L’art public, une mission presque architecturale par l'agenda culturel
Artiste dans l’âme, architecte de formation, Charbel Samuel Aoun a décidé, en 2009, de se consacrer entièrement à ses toiles et ses sculptures. Profondément concerné par l’art public, il n’a pas hésité à saisir l’occasion de participer à la dernière exposition organisée à la Smogallery : des bancs design qui donneraient une nouvelle vie aux jardins publics beyrouthins.
En 2007, Charbel Samuel Aoun se voit refuser une bourse pour un projet d’art public dans les prestigieuses universités de Kingston et Edinburgh. Il se plonge alors dans des travaux d’architecture en attendant une prochaine occasion. Après avoir travaillé dans plusieurs cabinets d’architectes au Liban, il décide, en 2009, qu’il est enfin temps pour lui de se concentrer uniquement sur son art, un art à dédier au public, au Liban, à Beyrouth. Reçue après deux ans de travail intense de peintures et de sculptures, l’invitation de Gregory Gatserelia à participer à l’exposition des pieds de banc tombait à pic.
Un banc d’ombres vivantes
Parmi les 17 artistes qui ont participé à l’exposition ’Pieds d’œuvre’, Aoun est le seul à avoir créé une structure dépassant la taille humaine. Pour lui, un banc n’est ni romantique, ni beau, ni confortable ; il éveille plutôt l’image de personnes âgées ou pauvres, il fait penser à tous ces gens qui trouvent refuge dans les lieux publics pour se poser et profiter d’un espace qu’ils n’ont pas chez eux.
Son œuvre intitulée ’Social shadows’ ne fait donc guère référence à une atmosphère joyeuse, mais plutôt à de sombres pensées et au poids de la misère qui envahit l’espace. Sur des pieds en acier, servant de base à l’œuvre, Aoun n’a créé ni dossier, ni siège, ni accoudoirs, mais une profusion de formes s’entremêlant les unes aux autres, s’élevant à plusieurs mètres au-dessus du sol, telles des plantes grimpantes qui enserrent les âmes de ceux qui ont trouvé refuge sur le banc.
La magie de l’instant
À travers cette œuvre, l’artiste nous montre l’interaction permanente entre les formes symbolisant la nature et les émotions humaines. Laissant les formes prendre place dans l’espace, il a donné libre cours à son inspiration, au moment, à la conception spontanée qui a abouti à l’œuvre finale. Pour lui, contrairement à l’architecture, l’art ne doit pas être programmé ni même visuellement planifié. Il faut laisser l’émotion du moment se réaliser dans l’objet, en quelques mouvements libres, coups de pinceau, sensations.

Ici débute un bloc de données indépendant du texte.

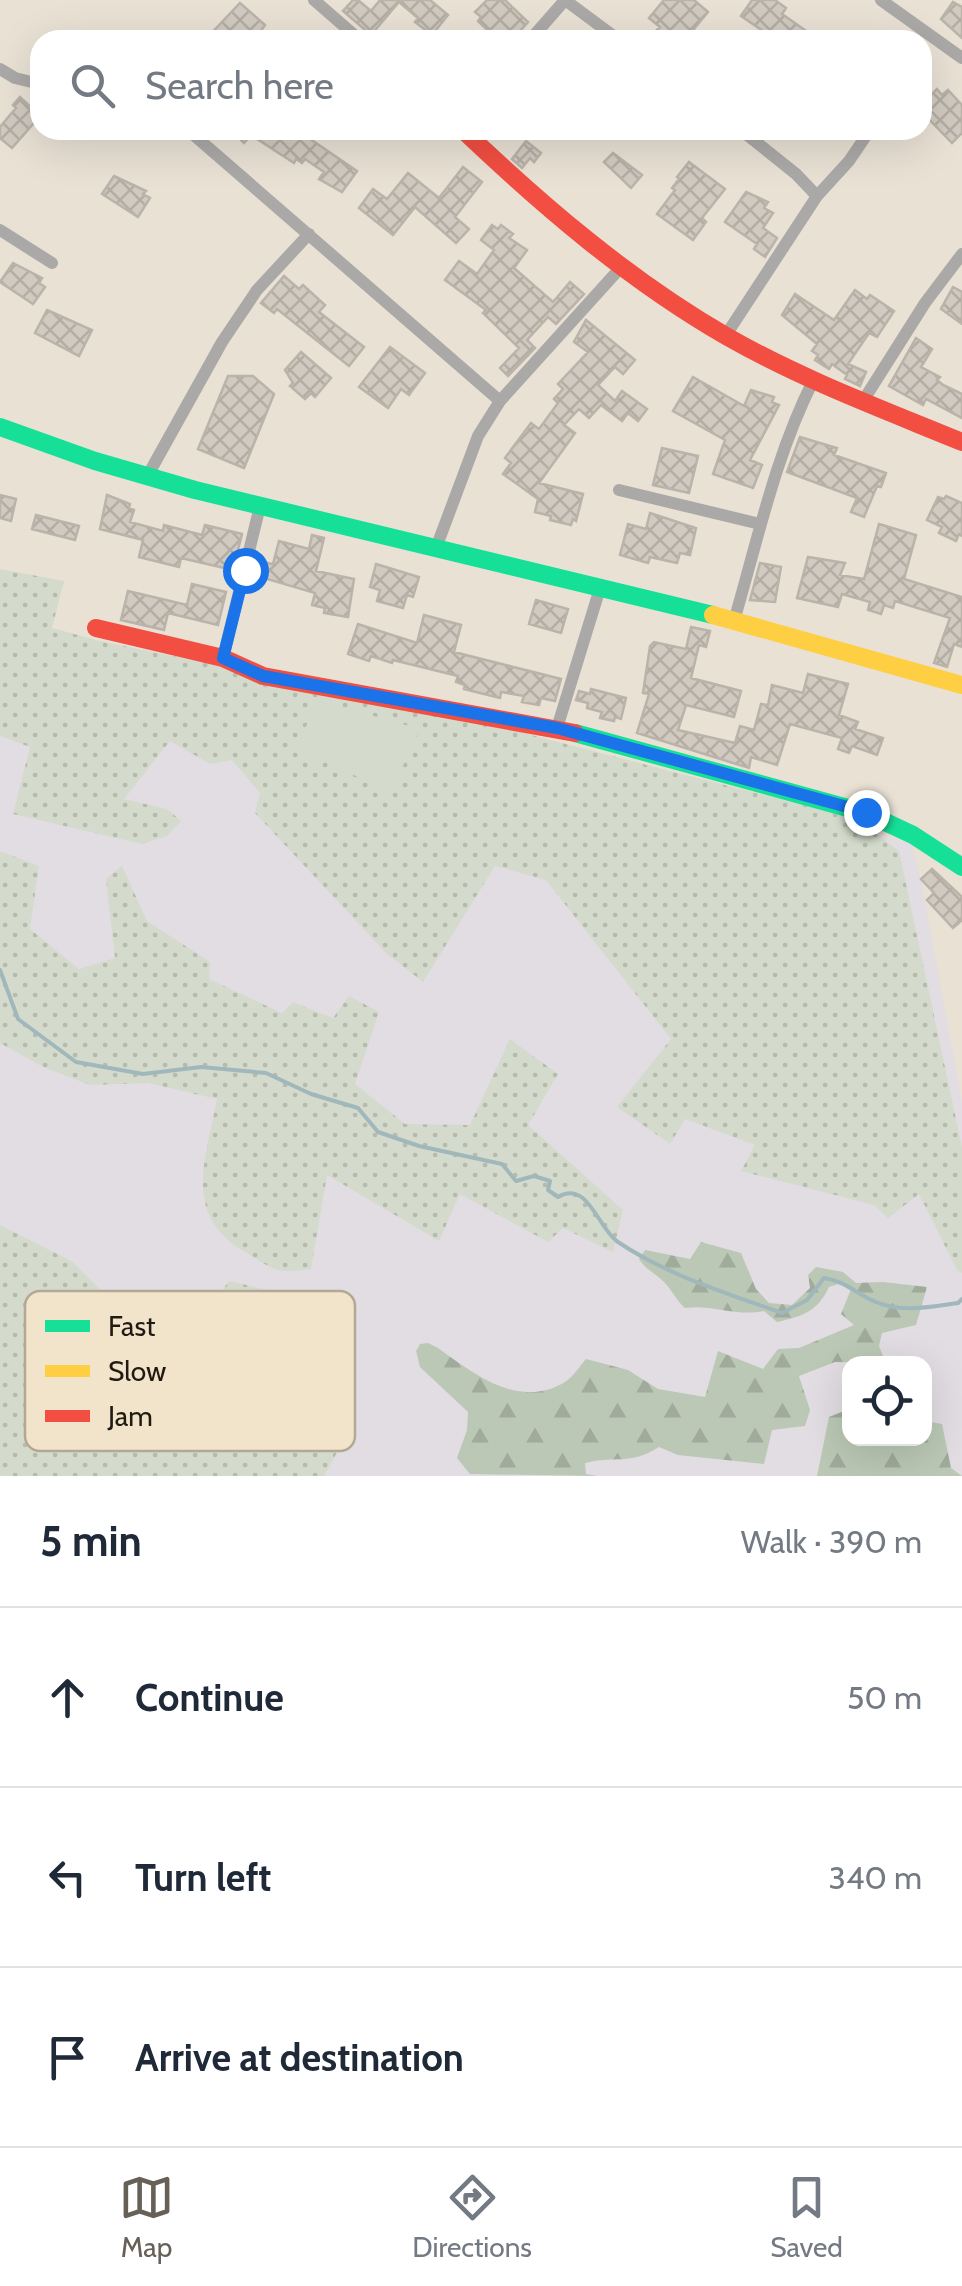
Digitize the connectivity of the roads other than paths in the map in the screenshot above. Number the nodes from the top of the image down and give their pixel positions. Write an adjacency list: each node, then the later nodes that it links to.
1 (565, 0): 5 (street); 6 (street)
2 (881, 0): 7 (street)
3 (318, 1): 4 (street)
4 (349, 30)
5 (539, 30)
6 (606, 30)
7 (924, 30)
8 (932, 36): 9 (street)
9 (962, 58)
10 (0, 68): 11 (street)
11 (30, 82)
12 (200, 140): 18 (street)
13 (474, 140): 21 (street)
14 (754, 140): 16 (street)
15 (863, 140): 16 (street)
16 (817, 196): 22 (street)
17 (0, 230): 20 (street)
18 (309, 234): 24 (street); 28 (street)
19 (962, 254): 25 (street)
20 (52, 263)
21 (623, 266): 22 (street); 24 (street)
22 (726, 335): 23 (street)
23 (814, 379): 25 (street); 31 (street)
24 (500, 400): 32 (street)
25 (864, 401): 27 (street)
26 (0, 427): 28 (street)
27 (962, 442)
28 (148, 475): 30 (street)
29 (620, 490): 31 (street)
30 (260, 506): 32 (street); 36 (street)
31 (760, 524): 34 (street)
32 (436, 548): 33 (street)
33 (601, 586): 34 (street); 38 (street)
34 (734, 621): 37 (street)
35 (96, 628): 36 (street)
36 (223, 658): 38 (street)
37 (962, 685)
38 (557, 728): 39 (street)
39 (962, 867)

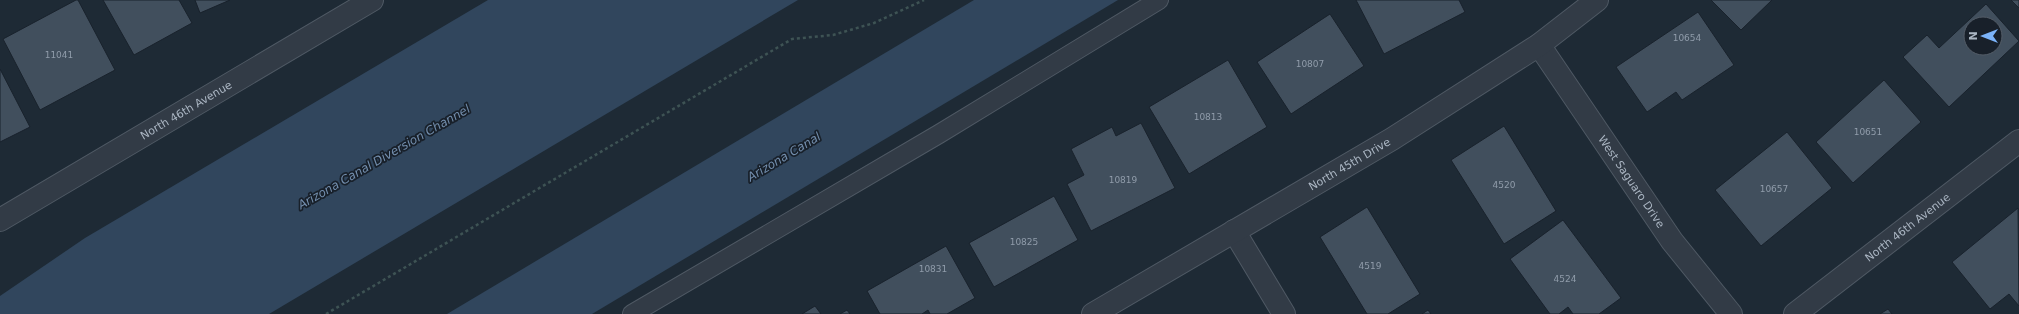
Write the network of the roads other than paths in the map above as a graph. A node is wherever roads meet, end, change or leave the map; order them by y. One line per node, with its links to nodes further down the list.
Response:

Mais l’art est aussi la naissance d’une forme en rapport avec son contexte social et environnemental. Et c’est d’après lui ce qui manque à l’architecture d’aujourd’hui. Que ce soit au Liban ou ailleurs, tous les architectes reproduisent la même chose. Ils se laissent guider par les choix de leurs clients, alors que ce sont eux qui devraient éduquer les gens à la magie de l’architecture, à la nouveauté, à l’impact de l’environnement extérieur, à l’usage des matériaux locaux, à l’importance de la lumière. Mais trop souvent ils se laissent guider par les requins de l’immobilier et l’odeur de l’argent et en oublient leurs véritables responsabilités.
L’architecture, créatrice d’espaces collectifs
C’est à travers la peinture qu’il redécouvre la mission de l’architecture et de la sculpture, qui devraient interagir avec le monde qui les entoure. Ce sont des disciplines multi-sensorielles qui continuent à être appréhendées par le seul sens visuel. Quand les architectes cesseront-ils de s’en tenir à la conceptualisation visuelle ? Quand comprendront-ils l’importance d’aborder les projets dans tous leurs aspects : matériels, environnementaux, sociaux et culturels ?
Depuis l’arrivée du béton, les belles maisons libanaises aux larges balcons et aux espaces ouverts qui invitaient les gens à se retrouver partout, chez eux, dans la rue, se sont transformées en appartements clos. Les espaces sociaux collectifs ont disparu. Et pour les remplacer, on ne cesse de construire des centres commerciaux, des clubs sportifs, des complexes de loisirs et de restaurants, en d’autres mots de nouveaux espaces collectifs. L’architecture est devenue statique alors qu’elle pourrait offrir des opportunités sociales gigantesques. Au même titre que la sculpture, sa vocation est d’être vivante, d’évoluer toujours et encore, de créer des espaces collectifs entre les individus, des interactions, de la vie.